◆ PROBLEM STATEMENT ◆
All lines in the data that hold the word "North" need copying.
*** MATERIALS PROVIDED ***
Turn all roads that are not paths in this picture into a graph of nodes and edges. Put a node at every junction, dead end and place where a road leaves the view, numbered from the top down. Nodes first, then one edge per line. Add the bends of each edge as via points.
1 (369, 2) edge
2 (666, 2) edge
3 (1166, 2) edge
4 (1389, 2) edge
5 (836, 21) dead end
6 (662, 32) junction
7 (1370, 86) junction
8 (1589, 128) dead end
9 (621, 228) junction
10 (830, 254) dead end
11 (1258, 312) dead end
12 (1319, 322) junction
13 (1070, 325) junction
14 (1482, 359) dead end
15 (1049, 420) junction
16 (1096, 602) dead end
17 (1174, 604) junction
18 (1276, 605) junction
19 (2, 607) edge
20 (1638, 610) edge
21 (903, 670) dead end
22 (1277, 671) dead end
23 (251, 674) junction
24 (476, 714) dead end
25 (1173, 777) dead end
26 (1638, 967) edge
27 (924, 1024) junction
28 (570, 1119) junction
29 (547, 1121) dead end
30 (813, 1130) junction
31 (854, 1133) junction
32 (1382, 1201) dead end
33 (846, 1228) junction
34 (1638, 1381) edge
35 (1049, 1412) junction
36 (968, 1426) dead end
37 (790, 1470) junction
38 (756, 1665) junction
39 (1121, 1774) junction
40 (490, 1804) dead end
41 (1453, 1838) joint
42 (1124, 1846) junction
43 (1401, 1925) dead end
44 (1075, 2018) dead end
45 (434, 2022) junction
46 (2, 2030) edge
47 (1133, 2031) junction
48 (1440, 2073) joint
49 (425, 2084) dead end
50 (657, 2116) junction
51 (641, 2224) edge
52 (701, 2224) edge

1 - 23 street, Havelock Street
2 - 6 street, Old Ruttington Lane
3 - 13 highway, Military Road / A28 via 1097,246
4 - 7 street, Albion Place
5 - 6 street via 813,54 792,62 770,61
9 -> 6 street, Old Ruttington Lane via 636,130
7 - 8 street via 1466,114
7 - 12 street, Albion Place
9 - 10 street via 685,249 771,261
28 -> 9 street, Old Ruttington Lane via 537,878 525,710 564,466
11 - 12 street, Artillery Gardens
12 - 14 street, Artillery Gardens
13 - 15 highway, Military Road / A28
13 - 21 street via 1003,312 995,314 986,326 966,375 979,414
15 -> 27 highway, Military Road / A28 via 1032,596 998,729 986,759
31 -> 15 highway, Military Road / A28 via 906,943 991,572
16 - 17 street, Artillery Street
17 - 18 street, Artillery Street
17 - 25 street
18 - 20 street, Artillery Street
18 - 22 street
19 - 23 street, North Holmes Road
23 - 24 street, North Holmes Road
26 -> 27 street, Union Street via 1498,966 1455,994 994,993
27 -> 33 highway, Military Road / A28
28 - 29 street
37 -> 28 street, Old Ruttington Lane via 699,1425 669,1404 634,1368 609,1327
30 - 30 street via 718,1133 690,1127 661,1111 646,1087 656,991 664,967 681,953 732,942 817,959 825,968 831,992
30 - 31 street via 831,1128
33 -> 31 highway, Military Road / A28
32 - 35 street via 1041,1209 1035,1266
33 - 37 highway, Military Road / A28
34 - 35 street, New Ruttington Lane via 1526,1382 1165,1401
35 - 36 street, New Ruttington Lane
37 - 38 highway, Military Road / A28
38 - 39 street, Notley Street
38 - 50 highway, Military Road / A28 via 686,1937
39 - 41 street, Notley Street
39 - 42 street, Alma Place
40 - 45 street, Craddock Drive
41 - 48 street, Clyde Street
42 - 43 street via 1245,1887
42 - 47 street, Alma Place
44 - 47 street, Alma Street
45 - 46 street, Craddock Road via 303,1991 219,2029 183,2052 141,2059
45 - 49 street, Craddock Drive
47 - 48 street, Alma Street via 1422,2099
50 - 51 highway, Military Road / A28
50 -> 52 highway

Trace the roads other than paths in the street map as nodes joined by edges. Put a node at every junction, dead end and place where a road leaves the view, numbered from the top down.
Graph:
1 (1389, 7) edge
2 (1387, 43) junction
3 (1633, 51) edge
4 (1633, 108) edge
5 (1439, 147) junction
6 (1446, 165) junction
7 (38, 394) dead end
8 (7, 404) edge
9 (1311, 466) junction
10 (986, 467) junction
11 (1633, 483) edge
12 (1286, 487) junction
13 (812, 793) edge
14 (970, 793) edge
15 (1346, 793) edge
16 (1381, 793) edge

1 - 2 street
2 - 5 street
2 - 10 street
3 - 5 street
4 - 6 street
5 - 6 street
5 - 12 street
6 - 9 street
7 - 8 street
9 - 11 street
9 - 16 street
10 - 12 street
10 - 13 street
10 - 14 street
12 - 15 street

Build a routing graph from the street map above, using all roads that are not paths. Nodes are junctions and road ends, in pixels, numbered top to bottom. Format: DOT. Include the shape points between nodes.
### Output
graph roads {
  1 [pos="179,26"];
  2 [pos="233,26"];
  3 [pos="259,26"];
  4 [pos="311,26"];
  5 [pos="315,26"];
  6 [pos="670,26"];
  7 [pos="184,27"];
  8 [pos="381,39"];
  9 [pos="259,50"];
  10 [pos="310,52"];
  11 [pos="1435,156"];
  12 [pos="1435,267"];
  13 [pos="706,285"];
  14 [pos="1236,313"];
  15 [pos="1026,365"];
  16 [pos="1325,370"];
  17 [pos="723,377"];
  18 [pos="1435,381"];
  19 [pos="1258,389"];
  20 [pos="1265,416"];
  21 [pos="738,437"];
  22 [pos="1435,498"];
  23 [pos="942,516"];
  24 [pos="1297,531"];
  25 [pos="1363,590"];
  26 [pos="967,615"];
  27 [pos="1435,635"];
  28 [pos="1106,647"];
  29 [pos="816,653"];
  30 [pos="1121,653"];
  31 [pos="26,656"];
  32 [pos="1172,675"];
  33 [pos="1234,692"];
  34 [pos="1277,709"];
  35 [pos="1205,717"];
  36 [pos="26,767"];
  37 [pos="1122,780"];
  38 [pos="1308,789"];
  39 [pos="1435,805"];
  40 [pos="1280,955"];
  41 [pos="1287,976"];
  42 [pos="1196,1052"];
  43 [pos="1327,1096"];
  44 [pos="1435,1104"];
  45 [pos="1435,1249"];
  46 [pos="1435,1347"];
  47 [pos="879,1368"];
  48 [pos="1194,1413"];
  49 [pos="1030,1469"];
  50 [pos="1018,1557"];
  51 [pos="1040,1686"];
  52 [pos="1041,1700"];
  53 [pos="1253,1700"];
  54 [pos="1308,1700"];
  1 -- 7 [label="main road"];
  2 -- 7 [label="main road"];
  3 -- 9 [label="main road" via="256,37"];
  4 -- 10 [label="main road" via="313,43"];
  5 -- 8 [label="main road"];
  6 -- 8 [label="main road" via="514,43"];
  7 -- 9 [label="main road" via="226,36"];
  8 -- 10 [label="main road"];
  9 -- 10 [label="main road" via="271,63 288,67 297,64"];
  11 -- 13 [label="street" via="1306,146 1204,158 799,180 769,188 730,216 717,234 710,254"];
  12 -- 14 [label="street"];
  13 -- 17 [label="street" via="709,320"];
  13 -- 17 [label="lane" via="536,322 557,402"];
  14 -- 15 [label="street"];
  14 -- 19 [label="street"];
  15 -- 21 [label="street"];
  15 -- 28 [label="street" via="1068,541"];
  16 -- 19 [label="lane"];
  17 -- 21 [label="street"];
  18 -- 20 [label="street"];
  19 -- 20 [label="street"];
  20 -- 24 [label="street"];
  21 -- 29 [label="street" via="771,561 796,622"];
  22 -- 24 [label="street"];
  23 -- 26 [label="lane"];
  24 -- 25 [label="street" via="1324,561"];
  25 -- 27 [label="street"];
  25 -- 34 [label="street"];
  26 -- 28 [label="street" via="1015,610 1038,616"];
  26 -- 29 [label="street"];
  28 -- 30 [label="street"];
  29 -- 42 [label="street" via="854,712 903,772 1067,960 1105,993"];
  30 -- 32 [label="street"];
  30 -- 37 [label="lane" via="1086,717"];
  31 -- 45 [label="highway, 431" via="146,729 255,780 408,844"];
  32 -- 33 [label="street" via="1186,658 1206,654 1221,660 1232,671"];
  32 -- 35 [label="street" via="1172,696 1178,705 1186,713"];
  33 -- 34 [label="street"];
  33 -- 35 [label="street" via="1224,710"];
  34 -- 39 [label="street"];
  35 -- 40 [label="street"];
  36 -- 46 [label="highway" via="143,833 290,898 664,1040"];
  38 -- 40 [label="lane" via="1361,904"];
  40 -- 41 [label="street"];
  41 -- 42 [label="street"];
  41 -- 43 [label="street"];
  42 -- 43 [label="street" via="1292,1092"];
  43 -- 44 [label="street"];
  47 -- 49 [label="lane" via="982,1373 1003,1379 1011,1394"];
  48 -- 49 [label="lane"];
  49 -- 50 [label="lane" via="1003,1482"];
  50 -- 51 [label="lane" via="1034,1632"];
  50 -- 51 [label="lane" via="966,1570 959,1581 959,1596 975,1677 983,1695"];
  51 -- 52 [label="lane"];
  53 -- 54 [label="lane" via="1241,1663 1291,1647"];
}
*** End of MATERIALS PROVIDED ***
◆ COMPLETED TASK ◆
19 - 23 street, North Holmes Road
23 - 24 street, North Holmes Road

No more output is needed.